Spotlight Your Main Characters

Writing Tools

Every sentence tells a story. And the story it tells is about whatever shows up in the subject position.


Every sentence tells a story.

And your reader has one question the moment they start reading it: Who is this story about?

A film director faces the same question. Their answer is simple: put the character at the center of the shot.

When Spielberg wants you to care about a certain character, he doesn't leave him in the corner of the frame. He centers him. Your eye goes where the director puts the subject of the shot—and that, instinctively, is who you care about.

Writers have the same tool. It just has a different name.

The Subject Position Is the Center of the Shot

In writing, the center of the shot is the subject position: it's the structural location that tells readers what the sentence is about.

Your reader's eye moves through a sentence the same way a viewer's eye moves through a film frame. It looks for the center—the thing the shot is about—and that's where it plants its attention. In a sentence, the center is the grammatical subject. Whatever you put there is who the sentence belongs to.

Consider the same moment framed four different ways:

Tom slapped Jerry on the back with a towel.


Jerry's back was slapped by the towel.


The towel slapped Jerry on the back.


Jerry got slapped by Tom with a towel.

Same information. Four different stories: Tom's story, Jerry's story, the towel's story. It all depends on what you center.

This is the writer's version of shot composition.
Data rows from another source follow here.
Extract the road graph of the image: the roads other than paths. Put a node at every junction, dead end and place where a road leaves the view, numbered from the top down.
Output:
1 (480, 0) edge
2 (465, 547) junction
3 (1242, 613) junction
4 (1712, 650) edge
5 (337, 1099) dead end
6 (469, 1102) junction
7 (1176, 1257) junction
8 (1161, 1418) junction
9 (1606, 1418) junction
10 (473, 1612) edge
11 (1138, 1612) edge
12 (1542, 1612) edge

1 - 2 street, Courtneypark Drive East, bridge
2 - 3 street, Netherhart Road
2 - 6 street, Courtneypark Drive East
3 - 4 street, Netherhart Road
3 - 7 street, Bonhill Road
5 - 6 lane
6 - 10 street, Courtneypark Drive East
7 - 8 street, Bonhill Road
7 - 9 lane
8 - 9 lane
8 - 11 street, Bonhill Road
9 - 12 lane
When you choose what goes in the subject position, you're choosing the main character of that sentence.

What Goes Wrong

Directors learn early: if you want the audience to care, keep the camera on the character.

Writers forget this.

They drift toward putting abstractions at the center of their shots. The characters get pushed to the edges. They show up in possessive phrases and prepositional clauses and adjectives, structural locations that instruct readers to ignore them and focus on whatever's in the spotlight. The characters appear like extras hovering just out of frame.

Here's a sentence with its characters hidden:

Administrative delays in proposal review have led to project cancellations.

Who is the main character?Administrators.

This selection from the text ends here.